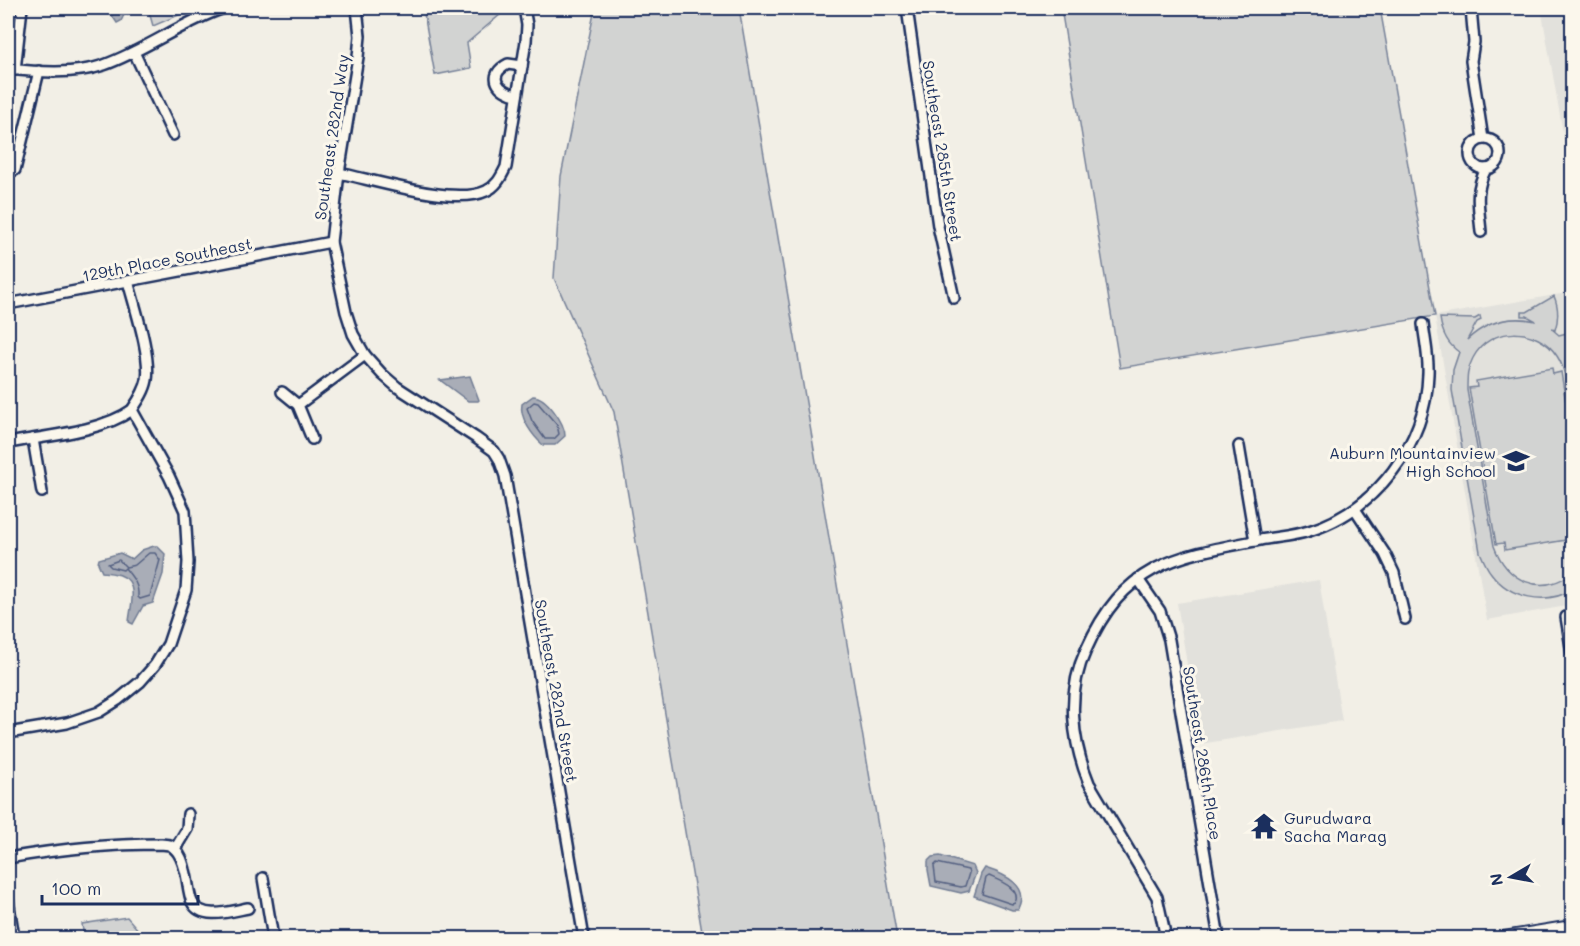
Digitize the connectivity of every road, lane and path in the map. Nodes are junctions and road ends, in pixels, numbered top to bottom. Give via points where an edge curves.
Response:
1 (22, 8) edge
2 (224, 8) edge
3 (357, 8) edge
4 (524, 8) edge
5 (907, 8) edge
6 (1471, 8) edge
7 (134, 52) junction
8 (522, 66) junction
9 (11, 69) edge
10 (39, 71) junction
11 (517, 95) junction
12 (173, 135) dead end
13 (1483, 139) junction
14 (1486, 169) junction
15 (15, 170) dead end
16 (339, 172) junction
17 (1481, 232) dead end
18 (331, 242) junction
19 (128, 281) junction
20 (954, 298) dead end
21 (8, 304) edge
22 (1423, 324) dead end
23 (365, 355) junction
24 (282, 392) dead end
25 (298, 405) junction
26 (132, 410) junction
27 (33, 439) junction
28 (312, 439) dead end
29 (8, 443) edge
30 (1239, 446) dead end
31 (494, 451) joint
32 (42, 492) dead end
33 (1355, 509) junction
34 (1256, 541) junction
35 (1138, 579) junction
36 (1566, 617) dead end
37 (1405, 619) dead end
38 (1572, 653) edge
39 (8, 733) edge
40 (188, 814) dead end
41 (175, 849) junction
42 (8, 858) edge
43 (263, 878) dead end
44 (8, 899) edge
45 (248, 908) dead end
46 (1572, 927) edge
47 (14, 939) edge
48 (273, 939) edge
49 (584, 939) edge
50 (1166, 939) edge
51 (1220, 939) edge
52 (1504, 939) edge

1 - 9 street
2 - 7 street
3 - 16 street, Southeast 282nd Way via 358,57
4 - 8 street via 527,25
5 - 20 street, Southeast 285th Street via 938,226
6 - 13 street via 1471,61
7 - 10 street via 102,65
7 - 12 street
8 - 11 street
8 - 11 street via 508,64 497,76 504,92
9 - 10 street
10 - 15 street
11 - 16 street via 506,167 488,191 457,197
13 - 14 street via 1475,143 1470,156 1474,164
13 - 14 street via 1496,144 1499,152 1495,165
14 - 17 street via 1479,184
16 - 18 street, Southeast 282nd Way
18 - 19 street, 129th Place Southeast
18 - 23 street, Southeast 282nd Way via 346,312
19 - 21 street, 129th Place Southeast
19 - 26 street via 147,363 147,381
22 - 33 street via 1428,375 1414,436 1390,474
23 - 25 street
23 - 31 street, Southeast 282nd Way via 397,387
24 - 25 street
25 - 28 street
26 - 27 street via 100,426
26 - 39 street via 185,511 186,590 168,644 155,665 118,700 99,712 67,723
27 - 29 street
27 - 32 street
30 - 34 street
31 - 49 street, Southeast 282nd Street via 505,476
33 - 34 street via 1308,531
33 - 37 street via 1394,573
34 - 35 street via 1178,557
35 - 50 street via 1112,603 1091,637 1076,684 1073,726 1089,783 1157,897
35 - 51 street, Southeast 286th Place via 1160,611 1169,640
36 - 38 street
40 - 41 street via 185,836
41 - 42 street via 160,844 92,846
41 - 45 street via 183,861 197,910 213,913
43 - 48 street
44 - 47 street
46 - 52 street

- [Problem to work on]:
The pictures are not wanted, but every line of the listing should be duplicated exactly.

- [Written answer]:
Digitize the connectivity of every road, lane and path in the map. Nodes are junctions and road ends, in pixels, numbered top to bottom. Give via points where an edge curves.
Response:
1 (22, 8) edge
2 (224, 8) edge
3 (357, 8) edge
4 (524, 8) edge
5 (907, 8) edge
6 (1471, 8) edge
7 (134, 52) junction
8 (522, 66) junction
9 (11, 69) edge
10 (39, 71) junction
11 (517, 95) junction
12 (173, 135) dead end
13 (1483, 139) junction
14 (1486, 169) junction
15 (15, 170) dead end
16 (339, 172) junction
17 (1481, 232) dead end
18 (331, 242) junction
19 (128, 281) junction
20 (954, 298) dead end
21 (8, 304) edge
22 (1423, 324) dead end
23 (365, 355) junction
24 (282, 392) dead end
25 (298, 405) junction
26 (132, 410) junction
27 (33, 439) junction
28 (312, 439) dead end
29 (8, 443) edge
30 (1239, 446) dead end
31 (494, 451) joint
32 (42, 492) dead end
33 (1355, 509) junction
34 (1256, 541) junction
35 (1138, 579) junction
36 (1566, 617) dead end
37 (1405, 619) dead end
38 (1572, 653) edge
39 (8, 733) edge
40 (188, 814) dead end
41 (175, 849) junction
42 (8, 858) edge
43 (263, 878) dead end
44 (8, 899) edge
45 (248, 908) dead end
46 (1572, 927) edge
47 (14, 939) edge
48 (273, 939) edge
49 (584, 939) edge
50 (1166, 939) edge
51 (1220, 939) edge
52 (1504, 939) edge

1 - 9 street
2 - 7 street
3 - 16 street, Southeast 282nd Way via 358,57
4 - 8 street via 527,25
5 - 20 street, Southeast 285th Street via 938,226
6 - 13 street via 1471,61
7 - 10 street via 102,65
7 - 12 street
8 - 11 street
8 - 11 street via 508,64 497,76 504,92
9 - 10 street
10 - 15 street
11 - 16 street via 506,167 488,191 457,197
13 - 14 street via 1475,143 1470,156 1474,164
13 - 14 street via 1496,144 1499,152 1495,165
14 - 17 street via 1479,184
16 - 18 street, Southeast 282nd Way
18 - 19 street, 129th Place Southeast
18 - 23 street, Southeast 282nd Way via 346,312
19 - 21 street, 129th Place Southeast
19 - 26 street via 147,363 147,381
22 - 33 street via 1428,375 1414,436 1390,474
23 - 25 street
23 - 31 street, Southeast 282nd Way via 397,387
24 - 25 street
25 - 28 street
26 - 27 street via 100,426
26 - 39 street via 185,511 186,590 168,644 155,665 118,700 99,712 67,723
27 - 29 street
27 - 32 street
30 - 34 street
31 - 49 street, Southeast 282nd Street via 505,476
33 - 34 street via 1308,531
33 - 37 street via 1394,573
34 - 35 street via 1178,557
35 - 50 street via 1112,603 1091,637 1076,684 1073,726 1089,783 1157,897
35 - 51 street, Southeast 286th Place via 1160,611 1169,640
36 - 38 street
40 - 41 street via 185,836
41 - 42 street via 160,844 92,846
41 - 45 street via 183,861 197,910 213,913
43 - 48 street
44 - 47 street
46 - 52 street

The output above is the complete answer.